I consider, however, that application of the initial Wade guideline, “opportunity to observe the alleged criminal act,” does point strongly to a conclusion. The encounter occurred at night, on and near a railroad bridge. There was not much illumination in the vicinity. During most of the encounter, complainant’s assailant forced her to keep her head down and not to look at him. She testified that she got one “pretty good look” at petitioner when he initially accosted her, and that she later glanced at him and saw the side of his face “real well” before he pushed her head down. Complainant’s identification of petitioner was based to a substantial degree on what she considered to be the similarity between the sound of the attacker’s voice at the scene of the crime, and the sound of the suspect’s voice at the police station when he spoke the words suggested by her and required of him by the police; there was no similar occasion for her to hear his voice in the courtroom before she made the in-court identification.

I conclude that complainant’s in-court identification of petitioner was not independent of her identification of him at the pretrial confrontation; that her in-court identification was induced by her earlier identification in the station-house; and that petitioner was therefore denied due process of law.

I am strengthened in this conclusion by the fact that complainant’s identification at the pretrial confrontation was not unequivocal. After viewing petitioner, she stated to police that she thought he was the man. On cross-examination at trial the following colloquy occurred:

“Q. After you looked through this one-way mirror for a period of time, were you of the opinion that you could identify him or not identify him ?
“A. What if it was a little bit of both? His hair wasn’t shiny black and his shoes weren’t shiny, but his coat and his height and side view was the same as the man that had attacked me.”

The trial judge later asked complainant: “Is there any uncertainty in your mind concerning your identifying him here today as the person who accosted you?” Complainant answered “No.”

If complainant had been positive and unequivocal in her identification at the pretrial confrontation as well as at the trial, it might be considered that her in-court identification had an origin independent of the pretrial confrontation; however, complainant’s “initial uncertainty about identification of the [petitioner] followed by [her] positive testimony at trial demonstrates the dangers inherent in an identification made without proper safeguards.” United States v.

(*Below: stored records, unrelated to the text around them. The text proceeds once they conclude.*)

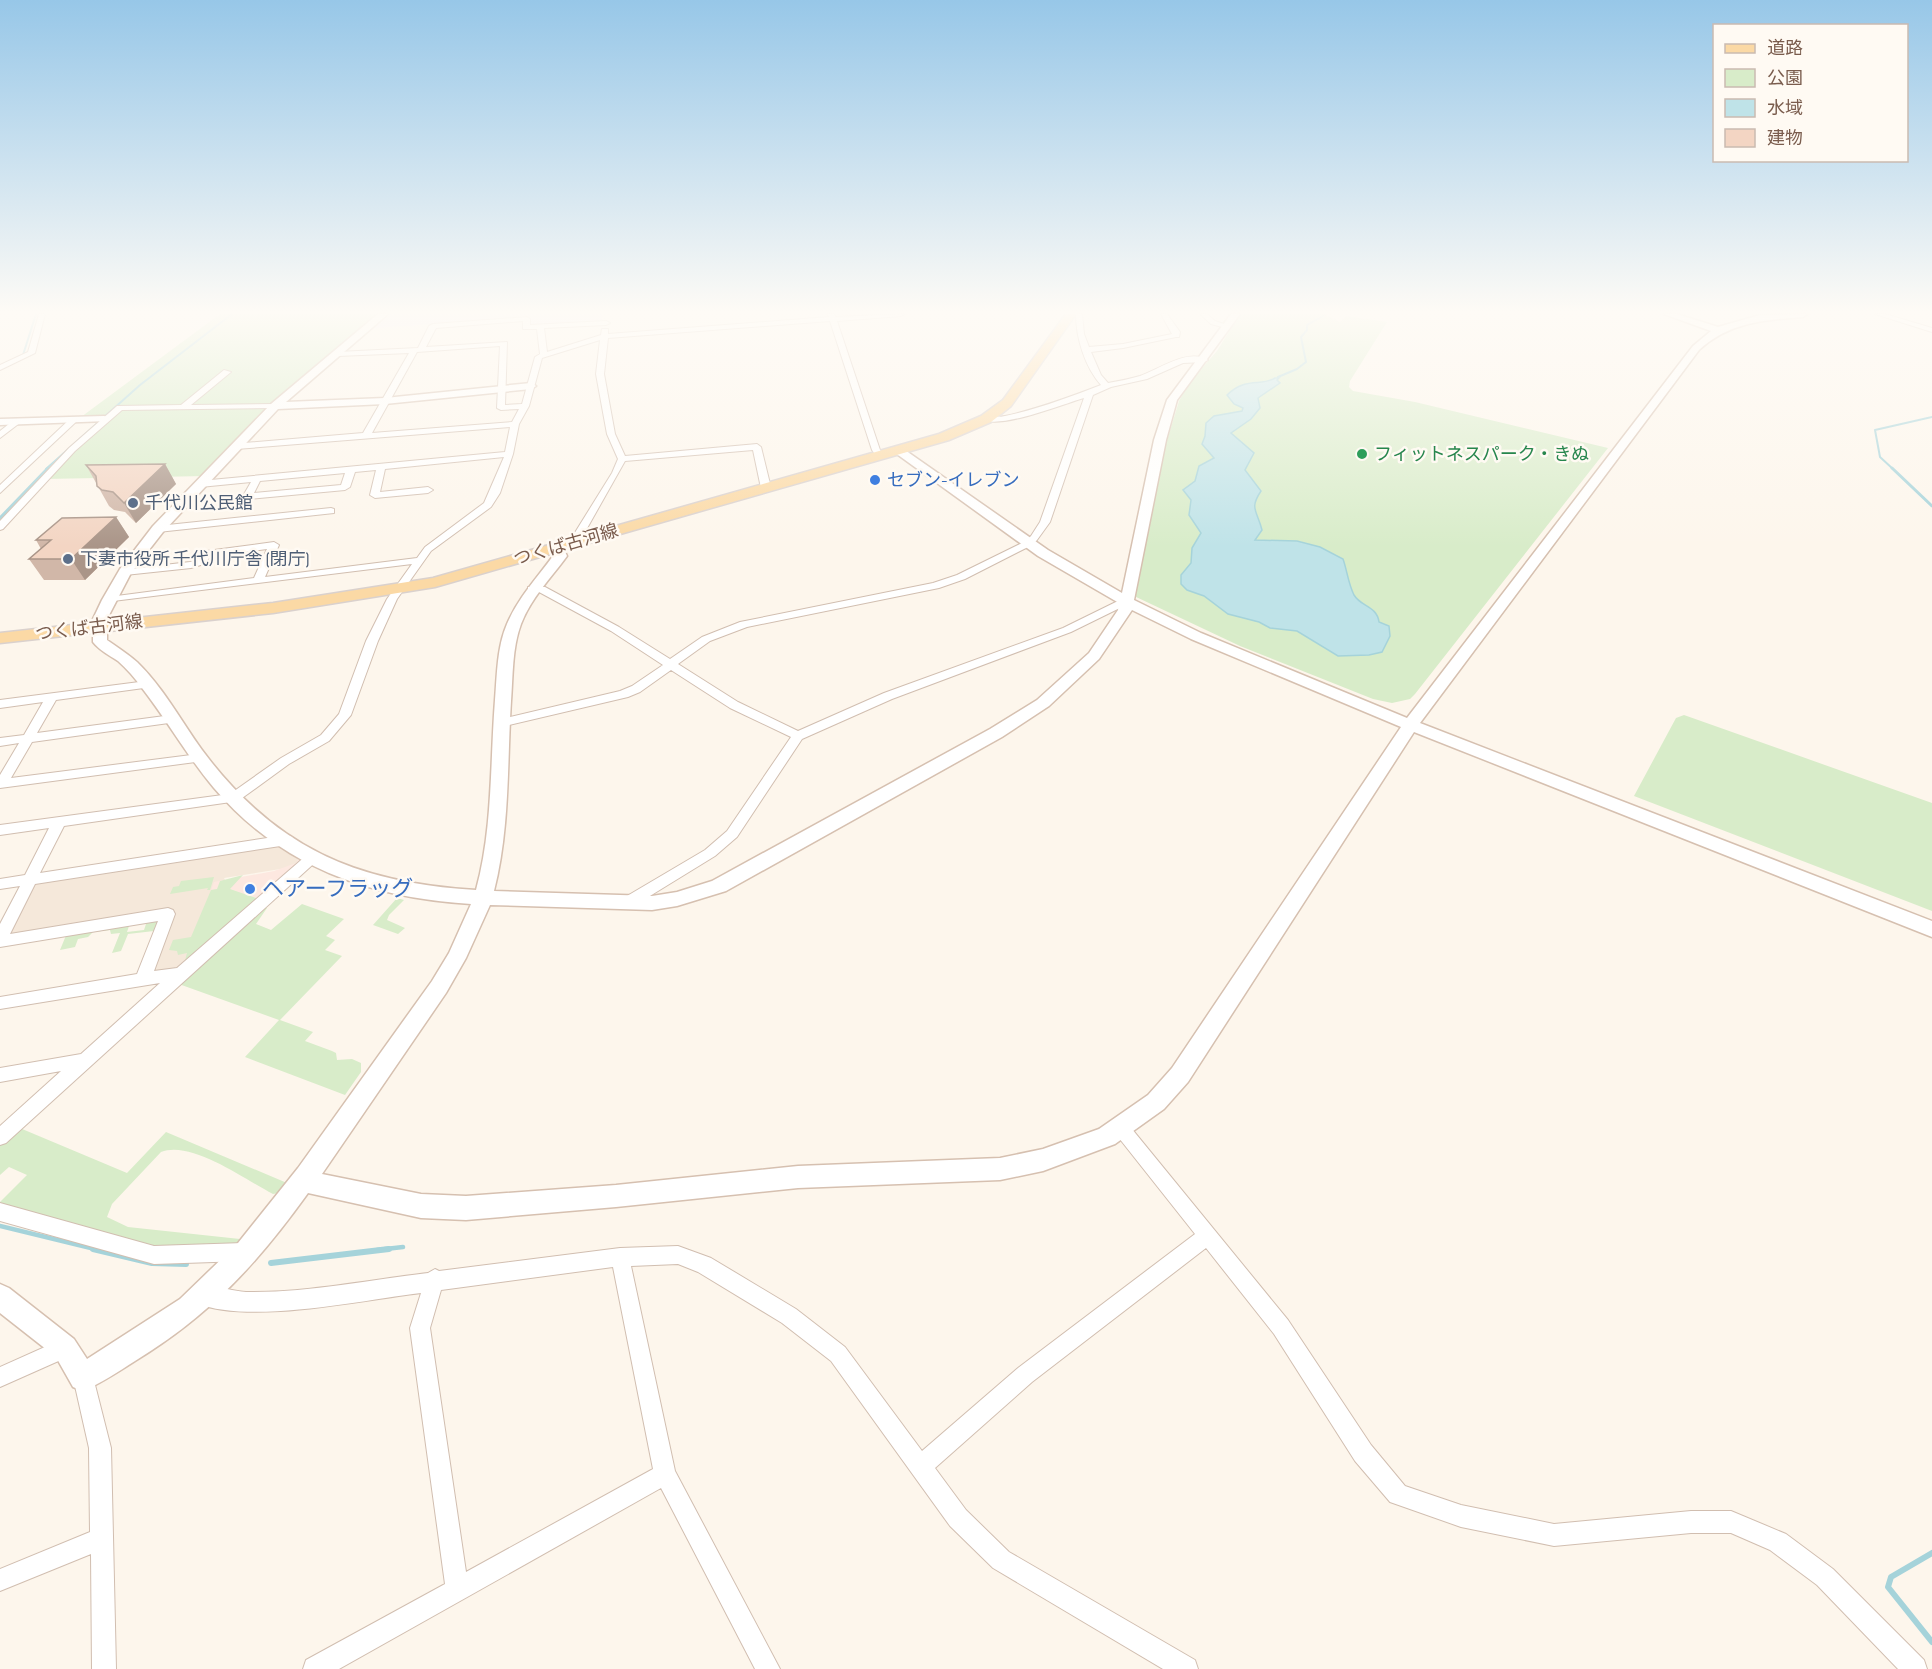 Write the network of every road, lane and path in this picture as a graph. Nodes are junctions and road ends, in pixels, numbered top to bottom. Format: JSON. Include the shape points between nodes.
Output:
{"nodes":[{"id":1,"x":202,"y":392,"type":"edge"},
{"id":2,"x":292,"y":392,"type":"edge"},
{"id":3,"x":391,"y":392,"type":"edge"},
{"id":4,"x":472,"y":392,"type":"edge"},
{"id":5,"x":500,"y":392,"type":"edge"},
{"id":6,"x":529,"y":392,"type":"edge"},
{"id":7,"x":603,"y":392,"type":"edge"},
{"id":8,"x":857,"y":392,"type":"edge"},
{"id":9,"x":1016,"y":392,"type":"edge"},
{"id":10,"x":1093,"y":392,"type":"edge"},
{"id":11,"x":1176,"y":392,"type":"edge"},
{"id":12,"x":1662,"y":392,"type":"edge"},
{"id":13,"x":1089,"y":394,"type":"junction"},
{"id":14,"x":385,"y":401,"type":"junction"},
{"id":15,"x":275,"y":406,"type":"junction"},
{"id":16,"x":525,"y":406,"type":"junction"},
{"id":17,"x":183,"y":407,"type":"junction"},
{"id":18,"x":104,"y":419,"type":"junction"},
{"id":19,"x":986,"y":419,"type":"junction"},
{"id":20,"x":74,"y":420,"type":"junction"},
{"id":21,"x":0,"y":422,"type":"edge"},
{"id":22,"x":17,"y":422,"type":"junction"},
{"id":23,"x":515,"y":424,"type":"junction"},
{"id":24,"x":0,"y":435,"type":"edge"},
{"id":25,"x":365,"y":437,"type":"junction"},
{"id":26,"x":236,"y":446,"type":"junction"},
{"id":27,"x":898,"y":450,"type":"junction"},
{"id":28,"x":509,"y":454,"type":"junction"},
{"id":29,"x":880,"y":455,"type":"junction"},
{"id":30,"x":622,"y":459,"type":"junction"},
{"id":31,"x":381,"y":466,"type":"junction"},
{"id":32,"x":351,"y":469,"type":"junction"},
{"id":33,"x":257,"y":478,"type":"junction"},
{"id":34,"x":200,"y":484,"type":"junction"},
{"id":35,"x":766,"y":488,"type":"junction"},
{"id":36,"x":0,"y":490,"type":"edge"},
{"id":37,"x":428,"y":490,"type":"dead end"},
{"id":38,"x":331,"y":511,"type":"dead end"},
{"id":39,"x":0,"y":527,"type":"edge"},
{"id":40,"x":158,"y":529,"type":"junction"},
{"id":41,"x":1029,"y":543,"type":"junction"},
{"id":42,"x":567,"y":545,"type":"junction"},
{"id":43,"x":421,"y":560,"type":"junction"},
{"id":44,"x":125,"y":572,"type":"junction"},
{"id":45,"x":258,"y":580,"type":"junction"},
{"id":46,"x":400,"y":589,"type":"junction"},
{"id":47,"x":532,"y":589,"type":"junction"},
{"id":48,"x":109,"y":600,"type":"junction"},
{"id":49,"x":1126,"y":601,"type":"junction"},
{"id":50,"x":99,"y":627,"type":"junction"},
{"id":51,"x":0,"y":638,"type":"edge"},
{"id":52,"x":670,"y":665,"type":"junction"},
{"id":53,"x":147,"y":685,"type":"junction"},
{"id":54,"x":52,"y":697,"type":"junction"},
{"id":55,"x":0,"y":704,"type":"edge"},
{"id":56,"x":172,"y":720,"type":"junction"},
{"id":57,"x":501,"y":723,"type":"junction"},
{"id":58,"x":1410,"y":725,"type":"junction"},
{"id":59,"x":798,"y":735,"type":"junction"},
{"id":60,"x":28,"y":738,"type":"junction"},
{"id":61,"x":0,"y":742,"type":"edge"},
{"id":62,"x":200,"y":758,"type":"junction"},
{"id":63,"x":1,"y":784,"type":"edge"},
{"id":64,"x":233,"y":798,"type":"junction"},
{"id":65,"x":59,"y":822,"type":"junction"},
{"id":66,"x":0,"y":830,"type":"edge"},
{"id":67,"x":287,"y":840,"type":"junction"},
{"id":68,"x":313,"y":858,"type":"junction"},
{"id":69,"x":30,"y":879,"type":"junction"},
{"id":70,"x":0,"y":884,"type":"edge"},
{"id":71,"x":483,"y":898,"type":"junction"},
{"id":72,"x":627,"y":903,"type":"junction"},
{"id":73,"x":1932,"y":929,"type":"edge"},
{"id":74,"x":0,"y":940,"type":"edge"},
{"id":75,"x":181,"y":973,"type":"junction"},
{"id":76,"x":143,"y":979,"type":"junction"},
{"id":77,"x":0,"y":1003,"type":"edge"},
{"id":78,"x":86,"y":1060,"type":"junction"},
{"id":79,"x":0,"y":1075,"type":"edge"},
{"id":80,"x":1121,"y":1128,"type":"junction"},
{"id":81,"x":0,"y":1137,"type":"edge"},
{"id":82,"x":303,"y":1182,"type":"junction"},
{"id":83,"x":0,"y":1212,"type":"edge"},
{"id":84,"x":1208,"y":1235,"type":"junction"},
{"id":85,"x":246,"y":1252,"type":"junction"},
{"id":86,"x":620,"y":1257,"type":"junction"},
{"id":87,"x":435,"y":1279,"type":"junction"},
{"id":88,"x":203,"y":1296,"type":"junction"},
{"id":89,"x":0,"y":1297,"type":"edge"},
{"id":90,"x":65,"y":1348,"type":"junction"},
{"id":91,"x":0,"y":1377,"type":"edge"},
{"id":92,"x":83,"y":1377,"type":"junction"},
{"id":93,"x":920,"y":1467,"type":"junction"},
{"id":94,"x":665,"y":1474,"type":"junction"},
{"id":95,"x":101,"y":1539,"type":"junction"},
{"id":96,"x":0,"y":1580,"type":"edge"},
{"id":97,"x":457,"y":1590,"type":"junction"},
{"id":98,"x":104,"y":1669,"type":"edge"},
{"id":99,"x":315,"y":1669,"type":"edge"},
{"id":100,"x":768,"y":1669,"type":"edge"},
{"id":101,"x":1186,"y":1669,"type":"edge"},
{"id":102,"x":1915,"y":1669,"type":"edge"}],
"edges":[{"from":1,"to":17,"type":"street"},
{"from":2,"to":15,"type":"street"},
{"from":3,"to":14,"type":"street"},
{"from":4,"to":14,"type":"street"},
{"from":5,"to":16,"type":"street","via":[[501,408]]},
{"from":6,"to":16,"type":"street"},
{"from":7,"to":30,"type":"street","via":[[611,434]]},
{"from":8,"to":29,"type":"street"},
{"from":9,"to":19,"type":"main road","name":"つくば古河線"},
{"from":10,"to":13,"type":"street"},
{"from":11,"to":49,"type":"street","via":[[1160,440]]},
{"from":12,"to":58,"type":"street"},
{"from":13,"to":19,"type":"street","via":[[1003,419]]},
{"from":13,"to":41,"type":"street","via":[[1045,522]]},
{"from":14,"to":15,"type":"street"},
{"from":14,"to":25,"type":"street"},
{"from":15,"to":17,"type":"street"},
{"from":15,"to":26,"type":"street"},
{"from":16,"to":23,"type":"street"},
{"from":17,"to":18,"type":"street","via":[[120,408]]},
{"from":18,"to":20,"type":"street"},
{"from":18,"to":39,"type":"street"},
{"from":19,"to":27,"type":"main road","name":"つくば古河線"},
{"from":20,"to":22,"type":"street"},
{"from":20,"to":36,"type":"street"},
{"from":21,"to":22,"type":"street"},
{"from":22,"to":24,"type":"street"},
{"from":23,"to":25,"type":"street"},
{"from":23,"to":28,"type":"street"},
{"from":25,"to":26,"type":"street"},
{"from":26,"to":34,"type":"street"},
{"from":27,"to":29,"type":"main road","name":"つくば古河線"},
{"from":27,"to":41,"type":"street"},
{"from":28,"to":31,"type":"street"},
{"from":28,"to":43,"type":"street","via":[[488,505],[428,549]]},
{"from":29,"to":35,"type":"main road","name":"つくば古河線"},
{"from":30,"to":35,"type":"street","via":[[757,447]]},
{"from":30,"to":42,"type":"street"},
{"from":31,"to":32,"type":"street"},
{"from":31,"to":37,"type":"street","via":[[375,495]]},
{"from":32,"to":33,"type":"street"},
{"from":32,"to":33,"type":"street","via":[[345,487],[248,496]]},
{"from":33,"to":34,"type":"street"},
{"from":34,"to":40,"type":"street"},
{"from":35,"to":42,"type":"main road","name":"つくば古河線"},
{"from":38,"to":40,"type":"street"},
{"from":40,"to":44,"type":"street"},
{"from":41,"to":49,"type":"street"},
{"from":41,"to":52,"type":"street","via":[[935,586],[744,624],[706,639]]},
{"from":42,"to":46,"type":"main road","name":"つくば古河線"},
{"from":42,"to":47,"type":"street"},
{"from":43,"to":45,"type":"street"},
{"from":43,"to":46,"type":"street"},
{"from":44,"to":45,"type":"street","via":[[191,566],[207,554],[274,545]]},
{"from":44,"to":48,"type":"street"},
{"from":45,"to":48,"type":"street"},
{"from":46,"to":50,"type":"main road","name":"つくば古河線"},
{"from":46,"to":64,"type":"street","via":[[372,641],[345,715],[318,744],[285,761]]},
{"from":47,"to":52,"type":"street","via":[[598,619]]},
{"from":47,"to":57,"type":"street","via":[[508,642]]},
{"from":48,"to":50,"type":"street"},
{"from":49,"to":58,"type":"street","via":[[1264,666]]},
{"from":49,"to":59,"type":"street","via":[[1050,637],[888,696]]},
{"from":49,"to":72,"type":"street","via":[[1108,638],[1073,678],[996,733],[719,886],[672,900]]},
{"from":50,"to":51,"type":"main road","name":"つくば古河線"},
{"from":50,"to":53,"type":"street","via":[[100,642],[135,668]]},
{"from":52,"to":57,"type":"street","via":[[636,690]]},
{"from":52,"to":59,"type":"street","via":[[734,705]]},
{"from":53,"to":54,"type":"street"},
{"from":53,"to":56,"type":"street"},
{"from":54,"to":55,"type":"street"},
{"from":54,"to":60,"type":"street"},
{"from":56,"to":60,"type":"street"},
{"from":56,"to":62,"type":"street"},
{"from":57,"to":71,"type":"street","via":[[497,825]]},
{"from":58,"to":73,"type":"street"},
{"from":58,"to":80,"type":"street","via":[[1180,1075],[1156,1102]]},
{"from":59,"to":72,"type":"street","via":[[732,834],[710,853]]},
{"from":60,"to":61,"type":"street"},
{"from":60,"to":63,"type":"street"},
{"from":62,"to":63,"type":"street"},
{"from":62,"to":64,"type":"street"},
{"from":64,"to":65,"type":"street"},
{"from":64,"to":67,"type":"street"},
{"from":65,"to":66,"type":"street"},
{"from":65,"to":69,"type":"street"},
{"from":67,"to":68,"type":"street"},
{"from":67,"to":69,"type":"street"},
{"from":68,"to":71,"type":"street","via":[[378,884]]},
{"from":68,"to":75,"type":"street"},
{"from":69,"to":70,"type":"street"},
{"from":69,"to":74,"type":"street"},
{"from":71,"to":72,"type":"street"},
{"from":71,"to":82,"type":"street","via":[[442,982]]},
{"from":74,"to":76,"type":"street","via":[[168,914]]},
{"from":75,"to":76,"type":"street"},
{"from":75,"to":78,"type":"street"},
{"from":76,"to":77,"type":"street"},
{"from":78,"to":79,"type":"street"},
{"from":78,"to":81,"type":"street"},
{"from":80,"to":82,"type":"street","via":[[1107,1137],[1043,1160],[1000,1169],[798,1177],[516,1205],[421,1206]]},
{"from":80,"to":84,"type":"street"},
{"from":82,"to":85,"type":"street"},
{"from":83,"to":85,"type":"street","via":[[154,1255]]},
{"from":84,"to":93,"type":"street","via":[[1025,1375]]},
{"from":84,"to":102,"type":"street","via":[[1281,1327],[1363,1453],[1398,1494],[1461,1515],[1554,1536],[1691,1522],[1731,1522],[1778,1542],[1825,1577]]},
{"from":85,"to":88,"type":"street"},
{"from":86,"to":87,"type":"street"},
{"from":86,"to":93,"type":"street","via":[[678,1255],[704,1265],[789,1316],[838,1354]]},
{"from":86,"to":94,"type":"street"},
{"from":87,"to":88,"type":"street","via":[[276,1302]]},
{"from":87,"to":97,"type":"street","via":[[420,1328]]},
{"from":88,"to":92,"type":"street","via":[[161,1329]]},
{"from":89,"to":90,"type":"street"},
{"from":90,"to":91,"type":"street"},
{"from":90,"to":92,"type":"street"},
{"from":92,"to":95,"type":"street","via":[[100,1448]]},
{"from":93,"to":101,"type":"street","via":[[958,1518],[1001,1560]]},
{"from":94,"to":97,"type":"street"},
{"from":94,"to":100,"type":"street"},
{"from":95,"to":96,"type":"street"},
{"from":95,"to":98,"type":"street"},
{"from":97,"to":99,"type":"street"}]}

Gilmore, supra, 398 F.2d at 683 (concurring opinion).

*661The improper identification here cannot be considered harmless error. See Chapman v. California, 386 U.S. 18, 87 S.Ct. 824, 17 L.Ed.2d 705 (1967). There were no corroborating witnesses to complainant’s identification of petitioner. Biggers v. Tennessee, 390 U.S. 404, 409, 88 S.Ct. 979, 19 L.Ed.2d 1267 (1968) (dissenting opinion); United States v. Gregg, supra, 414 F.2d at 947.

For reasons stated, and upon the basis of the entire record herein, I hold that petitioner’s conviction was obtained in violation of the due process of law guaranteed by the Fourteenth Amendment to the Constitution of the United States.

The petition for a writ of habeas corpus is granted, and the petitioner will be ordered discharged from custody under the present judgment of conviction. Execution of the order will be stayed for a period of thirty days, however, to afford the respondent opportunity to appeal from this ruling.

The court appreciates the assistance of Frederick T. Rikkers of the Wisconsin Bar, who has served without compensation as petitioner’s appointed attorney.

. Testimony at the preliminary hearing shows that the lineup was actually conducted about 12:15 a. m. on March 5, 1965, but the transcripts continually refer to the “evening” of March 4, and therefore I will also refer to the lineup as having occurred on the evening of March 4.